Israeli Prime Minister Benjamin Netanyahu on Monday revealed a cache of files he claims were obtained from Iran and prove the country ran a secret program to build nuclear weapons.
However, the trove of data did not contain new information that was not known to diplomats who negotiated the landmark Iran nuclear deal in 2015. Iran-watchers said the press conference appeared calculated to embolden Trump to scrap the accord.
To be sure, Iranian leaders have long said their nuclear program is only for peaceful purposes. But Netanyahu on Monday unveiled tens of thousands of pages of documents that he said undercut those claims.
"Tonight I'm here to tell you one thing. Iran lied, big time," he said.
Netanyahu's office billed the televised statement as a "significant development" regarding the Iran nuclear deal, but it largely presented evidence to prove what the world long ago accepted: that Iran sought to develop nuclear arms.
That acknowledgement marshaled international support for a U.S. campaign to impose a tough series of sanctions against Iran.

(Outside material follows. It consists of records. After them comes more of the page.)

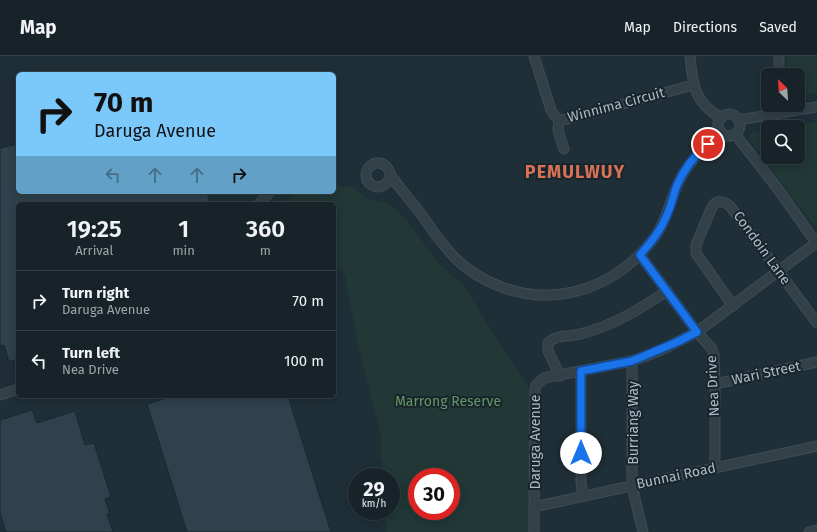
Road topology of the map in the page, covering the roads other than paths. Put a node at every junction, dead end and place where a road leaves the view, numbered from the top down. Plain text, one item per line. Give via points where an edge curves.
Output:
1 (534, 56) edge
2 (690, 56) edge
3 (779, 56) edge
4 (779, 68) edge
5 (693, 85) junction
6 (817, 107) edge
7 (805, 108) edge
8 (768, 112) edge
9 (721, 118) junction
10 (559, 120) junction
11 (738, 120) junction
12 (721, 132) junction
13 (735, 134) junction
14 (564, 149) dead end
15 (390, 174) junction
16 (382, 186) junction
17 (268, 194) edge
18 (405, 195) junction
19 (261, 202) edge
20 (817, 244) edge
21 (640, 255) junction
22 (779, 271) junction
23 (667, 291) junction
24 (733, 306) junction
25 (817, 323) edge
26 (697, 332) junction
27 (632, 361) junction
28 (817, 362) edge
29 (581, 371) junction
30 (560, 376) junction
31 (715, 384) junction
32 (16, 390) edge
33 (0, 395) edge
34 (817, 446) edge
35 (715, 468) junction
36 (632, 486) junction
37 (583, 496) junction
38 (534, 507) junction
39 (817, 530) edge
40 (534, 532) edge
41 (643, 532) edge
42 (809, 532) edge

1 - 10 street, Winnima Circuit via 551,110
2 - 5 street
3 - 4 street
5 - 9 street via 703,104
5 - 10 street, Winnima Circuit
6 - 7 street
8 - 11 street
9 - 11 street via 732,115
9 - 12 street via 718,125
10 - 14 street via 558,131
11 - 13 street via 740,128
12 - 13 street via 728,136
12 - 21 street via 693,158 685,170 667,217 656,237
13 - 20 street
15 - 16 street via 388,182
15 - 16 street via 388,167 381,163 374,164 368,169 366,177 370,184
15 - 18 street
16 - 18 street
17 - 19 street
18 - 21 street via 462,264 476,275 517,292 554,295 592,287 611,278
20 - 22 street, Daruga Avenue
21 - 23 street, Nea Drive
22 - 24 street, Daruga Avenue
22 - 24 street, Condoin Lane via 730,206 723,201 714,203 696,245 696,253
22 - 25 street, Condoin Lane
23 - 26 street, Nea Drive
23 - 30 street via 610,325 551,340 548,343 548,351
24 - 26 street, Daruga Avenue
26 - 27 street, Daruga Avenue
26 - 31 street, Nea Drive via 714,354
27 - 29 street, Daruga Avenue
27 - 36 street, Burriang Way
28 - 31 street, Wari Street
29 - 30 street, Daruga Avenue
29 - 37 street
30 - 38 street, Daruga Avenue via 544,378 535,389
31 - 35 street, Nea Drive
32 - 33 street
34 - 35 street, Bunnai Road
35 - 36 street, Bunnai Road
36 - 37 street, Bunnai Road
36 - 41 street, Burriang Way
37 - 38 street, Bunnai Road
38 - 40 street, Daruga Avenue
39 - 42 street

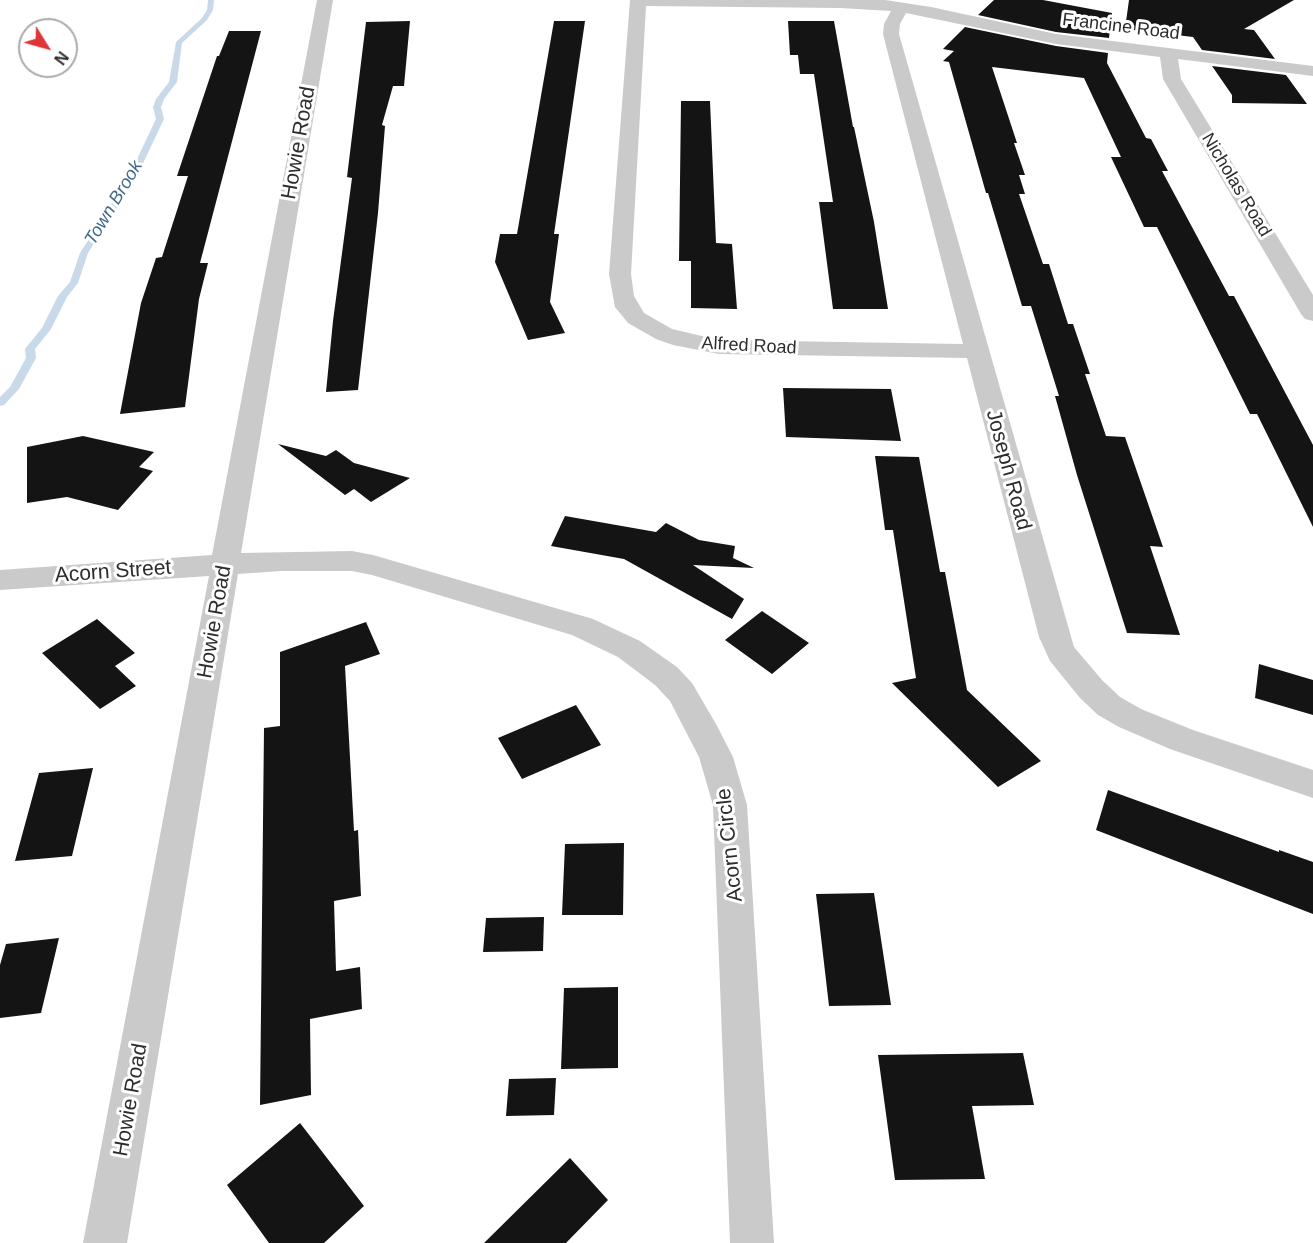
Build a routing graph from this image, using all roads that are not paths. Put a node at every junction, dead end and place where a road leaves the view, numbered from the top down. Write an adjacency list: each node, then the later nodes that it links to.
1 (325, 0): 8 (street, Howie Road)
2 (638, 1): 3 (street, Francine Road); 7 (street, Alfred Road)
3 (901, 7): 4 (street, Francine Road); 7 (street, Joseph Road)
4 (1169, 53): 5 (street, Francine Road); 6 (street, Nicholas Road)
5 (1313, 71)
6 (1313, 314)
7 (975, 351): 10 (street, Joseph Road)
8 (225, 564): 9 (street, Acorn Street); 11 (street, Howie Road); 12 (street, Acorn Circle)
9 (0, 580)
10 (1313, 784)
11 (105, 1243)
12 (752, 1243)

The impact of those sanctions brought Iran to the negotiating table and ultimately led to the 2015 Iran nuclear deal.
Netanyahu's remarks come less than two weeks before U.S. President Donald Trump must decide whether to continue suspending sanctions against Iran under that deal, or restore the penalties on one of the world's biggest oil producers.

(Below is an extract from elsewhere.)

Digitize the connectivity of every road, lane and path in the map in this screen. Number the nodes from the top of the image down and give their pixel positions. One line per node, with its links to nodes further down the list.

The files presented by Netanyahu were allegedly copied from a "highly secret location" in Iran. They detail Project Amad, which Netanyahu described as "a comprehensive program to design, build and test nuclear weapons" in operation between 1999 and 2003.
He said the files provided "new and conclusive proof of the secret nuclear weapons program that Iran has been hiding for years from the international community in its secret atomic archive."

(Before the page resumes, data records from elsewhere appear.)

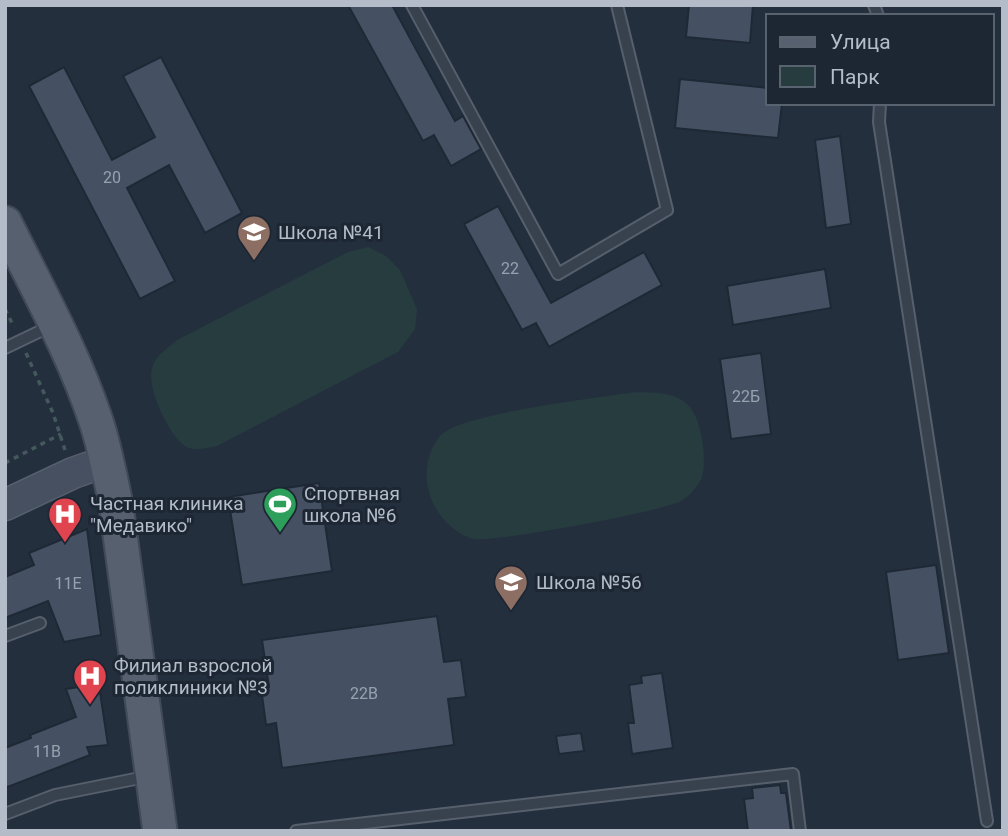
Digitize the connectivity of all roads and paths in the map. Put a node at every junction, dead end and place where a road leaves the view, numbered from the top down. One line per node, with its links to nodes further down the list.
1 (412, 5): 2 (lane)
2 (618, 5)
3 (880, 105): 19 (lane)
4 (6, 227): 6 (main road)
5 (5, 309): 7 (path)
6 (55, 324): 8 (lane); 11 (main road)
7 (19, 338)
8 (5, 348)
9 (24, 350): 10 (path)
10 (61, 434): 12 (path); 13 (path)
11 (107, 461): 13 (street); 17 (main road)
12 (5, 463)
13 (73, 473): 14 (street)
14 (5, 505)
15 (40, 623): 16 (lane)
16 (5, 636)
17 (152, 776): 18 (lane); 21 (main road)
18 (5, 814)
19 (987, 821)
20 (361, 827): 22 (lane); 23 (lane)
21 (160, 831)
22 (296, 831)
23 (800, 831)

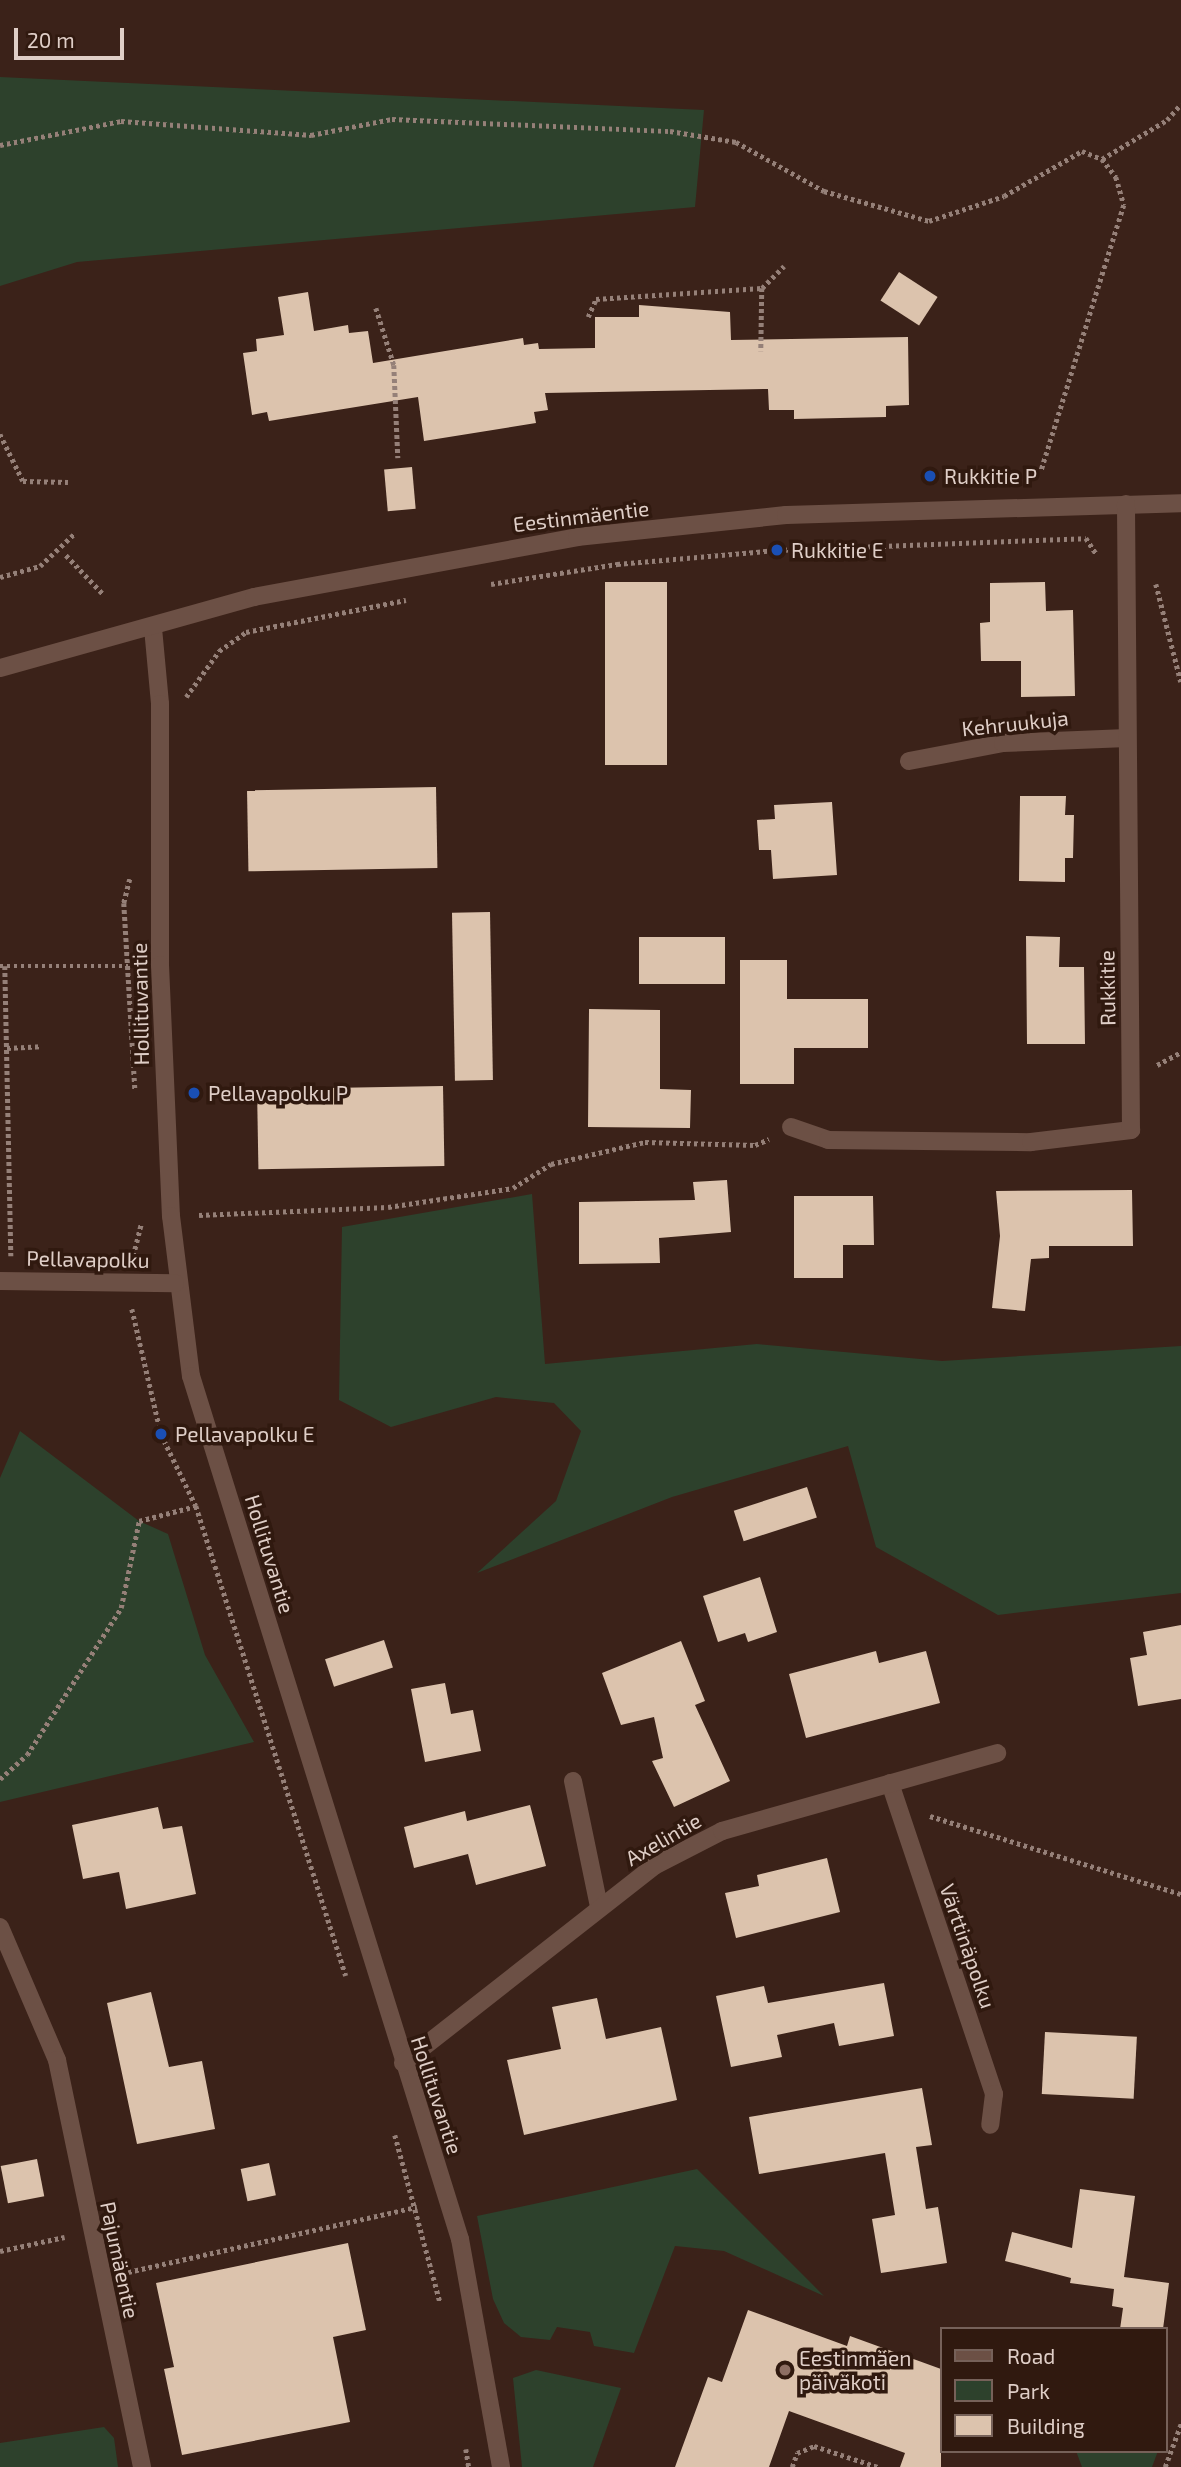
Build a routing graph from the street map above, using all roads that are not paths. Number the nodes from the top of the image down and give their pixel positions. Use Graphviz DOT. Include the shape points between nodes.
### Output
graph roads {
  1 [pos="1181,503"];
  2 [pos="1126,504"];
  3 [pos="153,628"];
  4 [pos="0,668"];
  5 [pos="1127,738"];
  6 [pos="909,761"];
  7 [pos="791,1128"];
  8 [pos="0,1281"];
  9 [pos="175,1283"];
  10 [pos="997,1753"];
  11 [pos="573,1781"];
  12 [pos="890,1783"];
  13 [pos="599,1906"];
  14 [pos="0,1927"];
  15 [pos="403,2063"];
  16 [pos="990,2125"];
  17 [pos="142,2467"];
  18 [pos="501,2467"];
  1 -- 2 [label="street, Eestinmäentie"];
  2 -- 3 [label="street, Eestinmäentie" via="786,515 577,537 280,592"];
  2 -- 5 [label="street, Rukkitie"];
  3 -- 4 [label="street, Eestinmäentie"];
  3 -- 9 [label="street, Hollituvantie" via="160,704 162,1029"];
  5 -- 6 [label="street, Kehruukuja" via="1003,743"];
  5 -- 7 [label="street, Rukkitie" via="1130,1130 1018,1142 828,1140"];
  8 -- 9 [label="street, Pellavapolku"];
  9 -- 15 [label="street, Hollituvantie" via="191,1376"];
  10 -- 12 [label="street, Axelintie"];
  11 -- 13 [label="street"];
  12 -- 13 [label="street, Axelintie" via="723,1831 654,1866"];
  12 -- 16 [label="street, Värttinäpolku" via="994,2094"];
  13 -- 15 [label="street, Axelintie"];
  14 -- 17 [label="street, Pajumäentie" via="57,2060"];
  15 -- 18 [label="street, Hollituvantie" via="460,2239"];
}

However, the only new fact Netanyahu revealed on Monday was that Iran allegedly moved the documents in 2017, according to Thomas Countryman, former acting undersecretary of State for arms control and international security.
"Everything else he said were things we knew 10 years ago or more," Countryman told CNBC. "It was very much in our minds as we negotiated and it's specifically why the agreement is so detailed."
Contrary to Netanyahu's suggestion on Monday, there is no provision in the nuclear deal that requires Iran to destroy documents related to its past nuclear tests or that it fess up to operating the illicit program, said Countryman, now chair of the Arms Control Association's board of directors.
In a tweet, Iranian Foreign Minister Javad Zarif accused Netanyahu of resurfacing "old allegations" already fielded by the International Atomic Energy Agency ahead of Trump's decision in a bid to "nix" the nuclear deal.
@JZarif: Pres. Trump is jumping on a rehash of old allegations already dealt with by the IAEA to "nix" the deal. How convenient. Coordinated timing of alleged intelligence revelations by the boy who cries wolf just days before May 12. But Trump's impetuousness to celebrate blew the cover.
Helima Croft, global head of commodity strategy at RBC Capital Markets, said Netanyahu's statement appeared timed to make sure Trump does not extend the sanctions waivers next week.
The televised announcement followed a meeting this past weekend between Netanyahu and newly sworn-in Secretary of State Mike Pompeo, a prominent Iran hawk.
"We've shared this material with the United States and the United States can vouch for its authenticity," Netanyahu said on Monday.
The Obama administration negotiated the Iran nuclear deal in 2015 along with China, France, Germany, Russia and the U.K. The accord lifted a series of sanctions against Iran in exchange for Tehran accepting limits on its nuclear program and allowing international investigators access to its facilities.
The International Atomic Energy Agency and the signatories to the agreement, including Trump, have repeatedly confirmed that Iran is complying with the deal as it is written.
But the Trump administration, Israel and foreign policy hawks have long argued that the accord itself is flawed. Last year, the White House announced a major policy shift aimed at working with U.S. lawmakers and European partners to toughen the nuclear deal.
In January, Trump waived sanctions against Iran, but said he would not suspend them when the next deadline arrived on May 12 unless the United States and Europe had agreed on a path forward.
The European partners are open to starting new talks with Iran, but want to preserve the existing deal. Russia and China also continue to back the accord.
French President Emmanuel Macron is working with Iranian President Hassan Rouhani to salvage the deal, following Macron's meeting with Trump last week. At the end of his visit to Washington, Macron said he believes Trump will leave the nuclear deal for "domestic reasons."
Risk consultancy the Eurasia Group echoed the view that Netanyahu revealed little new evidence on Monday. It said the presentation was unlikely to affect U.S. or European decision-making and maintained its view that there is a 60-percent chance Trump pulls out of the nuclear deal on May 12.